Qw/ST and SparkFun's Qwiic connection support 3.3V devices, Adafruit's STEMMA QT supports both 3.3 and 5V devices. Qw/ST, STEMMA QT, Qwiic and MakerPort are largely compatible, so components from one, will work with the others. But do check before purchasing and connecting.

What's With The Name?

Qw/ST is a mash-up of SparkFun's Qwiic and Adafruit's STEMMA QT. The name also drew inspiration from the Swords web comic) by Matthew J Wild. Qwest!

Using Qw/ST In Projects

Here are three quick demos to show how easy Qw/ST is to use with an environmental sensor, a gamepad input, and as a digital GPIO.

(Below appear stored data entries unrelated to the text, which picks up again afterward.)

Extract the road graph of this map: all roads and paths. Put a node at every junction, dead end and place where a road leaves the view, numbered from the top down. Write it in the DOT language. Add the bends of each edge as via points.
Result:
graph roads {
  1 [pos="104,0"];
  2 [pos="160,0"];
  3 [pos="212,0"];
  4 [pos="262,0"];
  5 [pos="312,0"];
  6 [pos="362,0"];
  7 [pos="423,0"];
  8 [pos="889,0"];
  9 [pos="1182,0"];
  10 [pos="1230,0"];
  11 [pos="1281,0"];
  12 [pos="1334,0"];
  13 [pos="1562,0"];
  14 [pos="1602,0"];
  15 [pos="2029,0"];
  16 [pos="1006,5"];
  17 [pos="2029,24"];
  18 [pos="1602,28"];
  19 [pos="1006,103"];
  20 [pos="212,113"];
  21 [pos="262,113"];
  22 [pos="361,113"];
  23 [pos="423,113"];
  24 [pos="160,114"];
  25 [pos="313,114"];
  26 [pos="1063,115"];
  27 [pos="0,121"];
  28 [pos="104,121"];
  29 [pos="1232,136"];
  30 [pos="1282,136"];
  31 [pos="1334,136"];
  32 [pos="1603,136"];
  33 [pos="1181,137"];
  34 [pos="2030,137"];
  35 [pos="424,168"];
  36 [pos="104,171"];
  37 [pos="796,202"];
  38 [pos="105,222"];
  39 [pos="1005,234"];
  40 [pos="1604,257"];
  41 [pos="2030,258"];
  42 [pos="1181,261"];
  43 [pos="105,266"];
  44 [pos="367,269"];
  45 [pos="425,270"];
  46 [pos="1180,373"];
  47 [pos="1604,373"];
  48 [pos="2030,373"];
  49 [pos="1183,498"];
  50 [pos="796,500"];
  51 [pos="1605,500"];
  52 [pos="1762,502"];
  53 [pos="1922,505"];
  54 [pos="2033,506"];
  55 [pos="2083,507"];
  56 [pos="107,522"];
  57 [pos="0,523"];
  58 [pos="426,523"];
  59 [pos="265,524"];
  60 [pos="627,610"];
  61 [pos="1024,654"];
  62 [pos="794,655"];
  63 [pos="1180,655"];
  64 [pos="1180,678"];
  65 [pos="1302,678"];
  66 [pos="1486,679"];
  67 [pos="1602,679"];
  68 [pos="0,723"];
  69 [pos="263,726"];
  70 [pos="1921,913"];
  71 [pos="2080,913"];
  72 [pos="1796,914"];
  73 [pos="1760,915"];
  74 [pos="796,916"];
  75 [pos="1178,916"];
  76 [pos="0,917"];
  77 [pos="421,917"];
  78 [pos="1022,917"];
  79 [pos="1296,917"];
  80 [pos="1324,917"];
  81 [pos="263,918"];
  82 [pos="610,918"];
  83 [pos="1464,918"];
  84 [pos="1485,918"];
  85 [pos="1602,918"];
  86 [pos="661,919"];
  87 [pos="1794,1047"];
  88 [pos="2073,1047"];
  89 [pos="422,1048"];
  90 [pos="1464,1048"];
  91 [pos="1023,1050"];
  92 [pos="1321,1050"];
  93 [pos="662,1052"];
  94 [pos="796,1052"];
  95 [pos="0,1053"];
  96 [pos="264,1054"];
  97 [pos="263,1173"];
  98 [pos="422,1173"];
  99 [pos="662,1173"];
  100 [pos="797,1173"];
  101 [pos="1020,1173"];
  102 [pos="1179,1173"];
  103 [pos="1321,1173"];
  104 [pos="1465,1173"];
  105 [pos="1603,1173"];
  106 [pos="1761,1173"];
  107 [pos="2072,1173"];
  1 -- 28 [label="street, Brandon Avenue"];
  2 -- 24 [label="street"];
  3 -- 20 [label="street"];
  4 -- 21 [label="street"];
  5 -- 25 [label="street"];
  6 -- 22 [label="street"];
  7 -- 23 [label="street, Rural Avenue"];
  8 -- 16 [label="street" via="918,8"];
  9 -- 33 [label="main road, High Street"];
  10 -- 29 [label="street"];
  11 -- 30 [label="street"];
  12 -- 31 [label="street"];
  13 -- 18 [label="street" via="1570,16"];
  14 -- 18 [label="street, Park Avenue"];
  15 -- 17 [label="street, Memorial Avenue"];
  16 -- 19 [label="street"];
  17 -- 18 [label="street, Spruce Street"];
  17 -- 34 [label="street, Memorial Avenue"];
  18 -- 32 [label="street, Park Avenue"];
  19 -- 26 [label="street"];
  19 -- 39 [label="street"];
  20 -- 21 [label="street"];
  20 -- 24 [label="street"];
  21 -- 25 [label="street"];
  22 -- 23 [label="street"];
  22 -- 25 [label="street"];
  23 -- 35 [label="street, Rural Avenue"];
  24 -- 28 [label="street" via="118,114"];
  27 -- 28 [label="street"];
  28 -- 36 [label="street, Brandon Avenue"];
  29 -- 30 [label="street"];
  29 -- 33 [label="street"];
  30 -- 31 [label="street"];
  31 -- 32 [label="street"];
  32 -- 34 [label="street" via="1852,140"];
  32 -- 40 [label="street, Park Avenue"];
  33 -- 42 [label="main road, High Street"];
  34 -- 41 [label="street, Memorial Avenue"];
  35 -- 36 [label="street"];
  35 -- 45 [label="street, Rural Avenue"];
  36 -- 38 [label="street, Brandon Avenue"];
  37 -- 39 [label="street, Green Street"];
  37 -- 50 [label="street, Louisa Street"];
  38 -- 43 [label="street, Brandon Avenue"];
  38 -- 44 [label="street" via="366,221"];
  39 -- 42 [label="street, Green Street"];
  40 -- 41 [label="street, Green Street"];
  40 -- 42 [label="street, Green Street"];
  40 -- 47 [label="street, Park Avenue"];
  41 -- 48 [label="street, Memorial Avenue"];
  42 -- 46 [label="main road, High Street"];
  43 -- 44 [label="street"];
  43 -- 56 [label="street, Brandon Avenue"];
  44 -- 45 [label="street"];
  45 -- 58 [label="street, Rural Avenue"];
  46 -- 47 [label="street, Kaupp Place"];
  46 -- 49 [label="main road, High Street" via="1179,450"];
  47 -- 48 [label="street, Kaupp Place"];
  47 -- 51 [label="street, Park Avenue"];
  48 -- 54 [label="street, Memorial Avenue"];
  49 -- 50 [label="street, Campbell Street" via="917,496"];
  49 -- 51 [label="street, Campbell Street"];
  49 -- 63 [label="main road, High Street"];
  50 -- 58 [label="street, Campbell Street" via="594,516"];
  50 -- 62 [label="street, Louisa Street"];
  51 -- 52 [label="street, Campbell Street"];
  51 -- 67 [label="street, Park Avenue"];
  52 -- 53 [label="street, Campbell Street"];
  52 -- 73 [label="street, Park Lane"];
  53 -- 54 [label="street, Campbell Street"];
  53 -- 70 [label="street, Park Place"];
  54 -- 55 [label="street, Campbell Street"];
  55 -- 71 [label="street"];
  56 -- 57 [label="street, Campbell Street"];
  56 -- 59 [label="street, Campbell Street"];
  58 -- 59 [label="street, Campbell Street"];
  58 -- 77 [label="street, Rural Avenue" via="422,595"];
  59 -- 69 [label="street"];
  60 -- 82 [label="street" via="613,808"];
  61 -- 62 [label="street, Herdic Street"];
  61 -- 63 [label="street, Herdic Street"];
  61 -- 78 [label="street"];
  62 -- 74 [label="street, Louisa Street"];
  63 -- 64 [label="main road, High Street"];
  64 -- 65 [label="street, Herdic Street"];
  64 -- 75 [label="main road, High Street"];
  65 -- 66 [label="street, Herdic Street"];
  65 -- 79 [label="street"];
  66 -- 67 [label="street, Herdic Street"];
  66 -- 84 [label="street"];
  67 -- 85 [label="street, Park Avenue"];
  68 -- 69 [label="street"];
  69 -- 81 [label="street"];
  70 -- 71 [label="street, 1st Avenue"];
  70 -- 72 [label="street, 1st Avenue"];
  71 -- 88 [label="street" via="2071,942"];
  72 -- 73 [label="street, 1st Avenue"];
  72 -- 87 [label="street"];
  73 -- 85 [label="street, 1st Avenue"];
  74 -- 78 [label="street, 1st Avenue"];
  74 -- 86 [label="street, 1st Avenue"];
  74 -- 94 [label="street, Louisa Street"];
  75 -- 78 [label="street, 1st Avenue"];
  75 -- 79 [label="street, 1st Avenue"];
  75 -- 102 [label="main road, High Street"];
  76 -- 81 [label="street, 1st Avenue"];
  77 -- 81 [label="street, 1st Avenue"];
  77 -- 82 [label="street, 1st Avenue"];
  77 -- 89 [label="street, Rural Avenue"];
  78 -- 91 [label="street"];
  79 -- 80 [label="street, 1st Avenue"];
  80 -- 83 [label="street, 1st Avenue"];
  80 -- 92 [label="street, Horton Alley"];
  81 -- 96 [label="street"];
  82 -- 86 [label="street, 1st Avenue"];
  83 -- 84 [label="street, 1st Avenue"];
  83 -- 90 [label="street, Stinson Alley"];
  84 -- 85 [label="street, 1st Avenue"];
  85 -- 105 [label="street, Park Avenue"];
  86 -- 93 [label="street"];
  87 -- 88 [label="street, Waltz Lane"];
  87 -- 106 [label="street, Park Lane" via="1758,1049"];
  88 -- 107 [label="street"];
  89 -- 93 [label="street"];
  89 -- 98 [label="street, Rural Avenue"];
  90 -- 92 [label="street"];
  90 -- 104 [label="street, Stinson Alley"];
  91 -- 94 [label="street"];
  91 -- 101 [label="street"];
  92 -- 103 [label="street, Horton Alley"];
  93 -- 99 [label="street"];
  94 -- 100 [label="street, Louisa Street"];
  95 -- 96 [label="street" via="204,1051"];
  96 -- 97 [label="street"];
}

Using A BME690 Environmental Sensor

The BME690 enviro sensor packs a lot into a small package. It provides sensors to detect temperature, air pressure, humidity and indoor air quality and it uses Qw/ST for fast connections.

What You'll Need

• BME690 4-in-1 enviro sensor.
• Pimoroni Pico Plus 2 W.
• Qw/ST cable.
• The latest Pico Plus 2W MicroPython firmware flashed onto Pico Plus 2W.
• Thonny installed on your computer.

Coding The Project

1. Connect your Pico Plus 2W to the BME690 via the Qw/ST cable.
2. Open Thonny and connect to your Pico Plus 2W by pressing STOP to force a connection reset. You may need to go via Tools >> Options >> Interpreter. and setup the board and COM port
3. Copy the code from here and paste it into a blank document.
4. Save the file as sensor.py to your Pico Plus 2W.
5. Click Run (green button) to run the code.
6. The temperature, air pressure, humidity and air quality (in Ohms) is printed the the Python Shell.

Using A Qw/ST Pad To Control Plasma 2350 W

This demo shows how to use the Qw/ST Pad controller to control 50 LEDs which are connected to Plasma 2350 W. We're using Plasma 2350 W for this project for two reasons. One, it is designed for hacking around with RGB LEDs. Two, we are using it to illustrate configuring the GPIO pins for I2C as Plasma 2350 W maps them differently.

What You'll Need

• Plasma 2350 W.
• Qw/ST Pad.
• Qw/ST cable.
• Flexible RGB LED Wire (50 pixels).
• The latest Plasma 2350 W MicroPython firmware flashed on to your Plasma 2350 W.
• Thonny installed on your computer.

1. Connect your Qw/St pad to the Qw/ST port using the Qw/ST cable.
2. Connect the RGB LEDs to the screw terminals.
3. Open Thonny and connect to your Plasma 2350 W by pressing STOP to force a connection reset. You may need to go via Tools >> Options >> Interpreter. and setup the board and COM port
4. Copy the code from here and paste it into a blank document.
5. Go to line 19 in the code. In the original version of this code, the I2C pins for SDA and SCL were 4 and 5 respectively. We've changed them to 20 and 21 as that is the pin mapping for Plasma 2350 W.
6. Go to line 39 in the code. Between lines 39 and 58 a looped conditional test will check for user input. When a direction is pressed on the Qw/ST pad, it changes the output from 0 to 1 and we use that to trigger an action. For example pressing UP will print "RED" to the Python Shell and then set the RGB LEDs to red. Line 52 is a "secret" easter egg which makes the LEDs go "DISCO" by choosing a random colour.
7. Save the code as colour-control.py to your Plasma 2350 W.
8. Click Run (green button) to run the code.
9. Press the direction keys on Qw/ST Pad and watch the LEDs change colour.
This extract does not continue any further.